TO DO:
Check each line of the material for "ADDISON" and report how many lines have it, with nothing added.

DATA EXTRACT:
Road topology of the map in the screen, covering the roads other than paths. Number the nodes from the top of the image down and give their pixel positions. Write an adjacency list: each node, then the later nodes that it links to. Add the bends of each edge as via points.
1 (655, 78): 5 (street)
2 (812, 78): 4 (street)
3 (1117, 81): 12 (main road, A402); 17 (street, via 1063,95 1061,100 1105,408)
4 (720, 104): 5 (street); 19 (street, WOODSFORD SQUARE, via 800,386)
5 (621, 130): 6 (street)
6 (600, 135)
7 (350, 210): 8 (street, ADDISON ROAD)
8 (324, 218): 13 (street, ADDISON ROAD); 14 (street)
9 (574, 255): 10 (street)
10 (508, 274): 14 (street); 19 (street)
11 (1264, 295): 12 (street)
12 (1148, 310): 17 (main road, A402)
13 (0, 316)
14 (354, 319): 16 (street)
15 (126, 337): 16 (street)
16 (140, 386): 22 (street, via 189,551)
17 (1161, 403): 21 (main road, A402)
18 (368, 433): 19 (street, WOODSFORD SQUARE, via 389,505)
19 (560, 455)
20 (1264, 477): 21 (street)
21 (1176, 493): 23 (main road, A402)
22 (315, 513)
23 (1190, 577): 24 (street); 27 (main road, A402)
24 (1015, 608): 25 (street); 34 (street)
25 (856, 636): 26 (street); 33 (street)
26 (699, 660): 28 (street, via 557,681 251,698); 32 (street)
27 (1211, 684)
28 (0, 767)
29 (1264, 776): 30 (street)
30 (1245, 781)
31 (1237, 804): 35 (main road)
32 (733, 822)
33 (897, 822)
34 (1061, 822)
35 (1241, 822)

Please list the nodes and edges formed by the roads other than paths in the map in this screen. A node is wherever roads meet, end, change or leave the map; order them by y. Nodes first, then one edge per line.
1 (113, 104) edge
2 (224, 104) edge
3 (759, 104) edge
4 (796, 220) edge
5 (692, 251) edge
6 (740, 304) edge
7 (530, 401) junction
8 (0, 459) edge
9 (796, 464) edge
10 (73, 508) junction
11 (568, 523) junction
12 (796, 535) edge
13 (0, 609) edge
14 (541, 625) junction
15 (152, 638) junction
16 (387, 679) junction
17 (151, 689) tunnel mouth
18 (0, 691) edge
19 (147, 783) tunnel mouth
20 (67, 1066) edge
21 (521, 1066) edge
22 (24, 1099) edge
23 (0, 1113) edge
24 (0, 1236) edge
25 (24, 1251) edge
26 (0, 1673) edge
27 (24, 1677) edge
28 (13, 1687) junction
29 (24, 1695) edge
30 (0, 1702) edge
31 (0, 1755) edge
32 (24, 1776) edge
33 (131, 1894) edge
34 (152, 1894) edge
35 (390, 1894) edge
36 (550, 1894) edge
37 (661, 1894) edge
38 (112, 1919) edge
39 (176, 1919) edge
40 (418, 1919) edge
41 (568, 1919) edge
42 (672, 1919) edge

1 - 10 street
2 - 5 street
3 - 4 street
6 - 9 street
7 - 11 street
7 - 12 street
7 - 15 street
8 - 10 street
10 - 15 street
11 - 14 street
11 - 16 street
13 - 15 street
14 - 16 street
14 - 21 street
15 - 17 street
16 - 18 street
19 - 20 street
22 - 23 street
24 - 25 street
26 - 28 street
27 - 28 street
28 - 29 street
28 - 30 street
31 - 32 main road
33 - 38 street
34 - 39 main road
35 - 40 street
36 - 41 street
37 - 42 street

EXERCISE OUTPUT:
2